Изругавшись вволю, Бакланов уехал снимать дозоры. От пятерых ребят, вернувшихся из-за реки. Дубов узнал, что никакого неприятеля нет, а стреляли они «в белый свет, как в копейку», по приказанию Левинсона. Он понял тогда, что Левинсон хотел проверить боевую готовность отряда, и ему стало еще горше от сознания, что он не оправдал доверия командира, не стал примером для других.

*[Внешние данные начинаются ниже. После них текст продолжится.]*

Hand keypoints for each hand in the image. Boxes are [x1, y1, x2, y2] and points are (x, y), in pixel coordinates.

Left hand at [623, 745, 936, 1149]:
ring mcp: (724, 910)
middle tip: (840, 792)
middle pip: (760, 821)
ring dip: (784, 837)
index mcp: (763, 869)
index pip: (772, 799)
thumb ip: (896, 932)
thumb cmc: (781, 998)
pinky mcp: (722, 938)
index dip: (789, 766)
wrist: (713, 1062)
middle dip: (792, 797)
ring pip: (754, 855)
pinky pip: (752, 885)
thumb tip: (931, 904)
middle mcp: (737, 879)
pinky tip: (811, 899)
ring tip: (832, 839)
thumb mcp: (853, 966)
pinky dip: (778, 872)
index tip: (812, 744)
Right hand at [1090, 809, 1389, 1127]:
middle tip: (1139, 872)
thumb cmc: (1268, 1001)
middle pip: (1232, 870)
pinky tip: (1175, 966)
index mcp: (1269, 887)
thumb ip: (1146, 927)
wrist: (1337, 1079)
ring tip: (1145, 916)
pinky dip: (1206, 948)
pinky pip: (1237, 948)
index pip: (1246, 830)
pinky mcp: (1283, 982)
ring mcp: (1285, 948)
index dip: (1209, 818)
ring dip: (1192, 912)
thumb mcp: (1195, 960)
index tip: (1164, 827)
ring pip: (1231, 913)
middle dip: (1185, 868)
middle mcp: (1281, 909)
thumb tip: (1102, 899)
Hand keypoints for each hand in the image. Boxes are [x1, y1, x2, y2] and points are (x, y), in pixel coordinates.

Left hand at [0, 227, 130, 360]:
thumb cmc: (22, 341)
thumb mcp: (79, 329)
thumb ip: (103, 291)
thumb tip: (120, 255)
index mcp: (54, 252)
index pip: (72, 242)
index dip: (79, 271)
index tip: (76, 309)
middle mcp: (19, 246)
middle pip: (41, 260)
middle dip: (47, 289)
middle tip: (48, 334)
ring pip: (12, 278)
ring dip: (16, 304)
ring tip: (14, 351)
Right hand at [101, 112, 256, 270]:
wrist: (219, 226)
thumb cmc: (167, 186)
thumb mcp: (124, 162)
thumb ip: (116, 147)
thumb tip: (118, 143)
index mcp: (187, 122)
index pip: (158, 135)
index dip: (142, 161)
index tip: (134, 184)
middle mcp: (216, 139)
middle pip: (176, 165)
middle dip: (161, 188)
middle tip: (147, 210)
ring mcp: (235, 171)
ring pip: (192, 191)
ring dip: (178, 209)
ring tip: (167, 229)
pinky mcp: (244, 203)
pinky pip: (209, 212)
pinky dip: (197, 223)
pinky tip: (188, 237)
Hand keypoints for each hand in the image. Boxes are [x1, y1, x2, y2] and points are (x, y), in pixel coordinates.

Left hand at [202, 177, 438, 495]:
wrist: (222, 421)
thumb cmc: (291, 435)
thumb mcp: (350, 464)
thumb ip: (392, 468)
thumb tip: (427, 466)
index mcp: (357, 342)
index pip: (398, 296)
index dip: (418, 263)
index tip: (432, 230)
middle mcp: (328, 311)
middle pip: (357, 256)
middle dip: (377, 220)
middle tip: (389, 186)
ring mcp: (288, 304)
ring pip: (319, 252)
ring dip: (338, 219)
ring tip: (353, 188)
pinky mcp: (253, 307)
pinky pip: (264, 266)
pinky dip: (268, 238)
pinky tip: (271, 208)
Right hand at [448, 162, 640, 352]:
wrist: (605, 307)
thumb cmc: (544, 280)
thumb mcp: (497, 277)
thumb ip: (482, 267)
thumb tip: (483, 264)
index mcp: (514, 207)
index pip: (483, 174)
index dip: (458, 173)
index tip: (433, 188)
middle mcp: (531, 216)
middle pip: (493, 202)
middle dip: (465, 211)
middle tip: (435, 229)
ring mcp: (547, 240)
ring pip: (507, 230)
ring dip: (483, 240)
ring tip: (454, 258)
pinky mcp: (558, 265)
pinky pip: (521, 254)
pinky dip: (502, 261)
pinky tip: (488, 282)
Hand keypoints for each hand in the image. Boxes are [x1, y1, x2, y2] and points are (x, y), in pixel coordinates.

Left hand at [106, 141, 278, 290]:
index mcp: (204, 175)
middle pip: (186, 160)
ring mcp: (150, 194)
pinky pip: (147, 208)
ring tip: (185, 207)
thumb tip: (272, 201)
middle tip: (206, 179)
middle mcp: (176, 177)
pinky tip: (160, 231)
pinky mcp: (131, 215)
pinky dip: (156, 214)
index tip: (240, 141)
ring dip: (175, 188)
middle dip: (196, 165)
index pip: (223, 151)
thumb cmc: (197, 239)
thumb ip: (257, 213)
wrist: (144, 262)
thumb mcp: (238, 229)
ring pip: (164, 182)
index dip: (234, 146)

Когда взводы построились и сделали перекличку, обнаружилось, что многих все же недостает. Особенно много дезертиров оказалось у Кубрака. Сам Кубрак ездил днем прощаться с родней и до сих пор не протрезвился. Несколько раз он обращался к своему взводу с речью — «могут ли его уважать, если он такой подлец и свинья», — и плакал. И весь отряд видел, что Кубрак пьян. Только Левинсон будто не замечал этого, иначе пришлось бы снять Кубрака с должности, а его некем было заменить.
Левинсон проехал по строю и, вернувшись на середину, поднял руку. Она повисла холодно и строго. Слышны стали тайные ночные шумы.
— Товарищи… — начал Левинсон, и голос его, негромкий, но внятный, был услышан каждым, как биение своего сердца. — Мы уходим отсюда… куда — этого не стоит сейчас говорить. Японские силы — хотя их не нужно преувеличивать — все же такие, что нам лучше укрыться до поры, до времени. Это не значит, что мы совсем уходим от опасности. Нет. Она постоянно висит над нами, и каждый партизан об этом знает. Оправдываем ли мы свое партизанское звание?.. Сегодня никак не оправдали… Мы распустились, как девочки!.. Ну что, если бы на самом деле были японцы?.. Да они ведь передушили б нас, как цыплят!.. Срам!.. — Левинсон быстро перегнулся вперед, и последние его слова хлестнули сразу развернутой пружиной так, что каждый вдруг почувствовал себя захваченным врасплох цыпленком, которого душат в темноте неумолимые железные пальцы.
Даже ничего не понявший Кубрак сказал убежденно:
— Прравильно… Все ето… прравильно… — крутнул квадратной головой и громко икнул.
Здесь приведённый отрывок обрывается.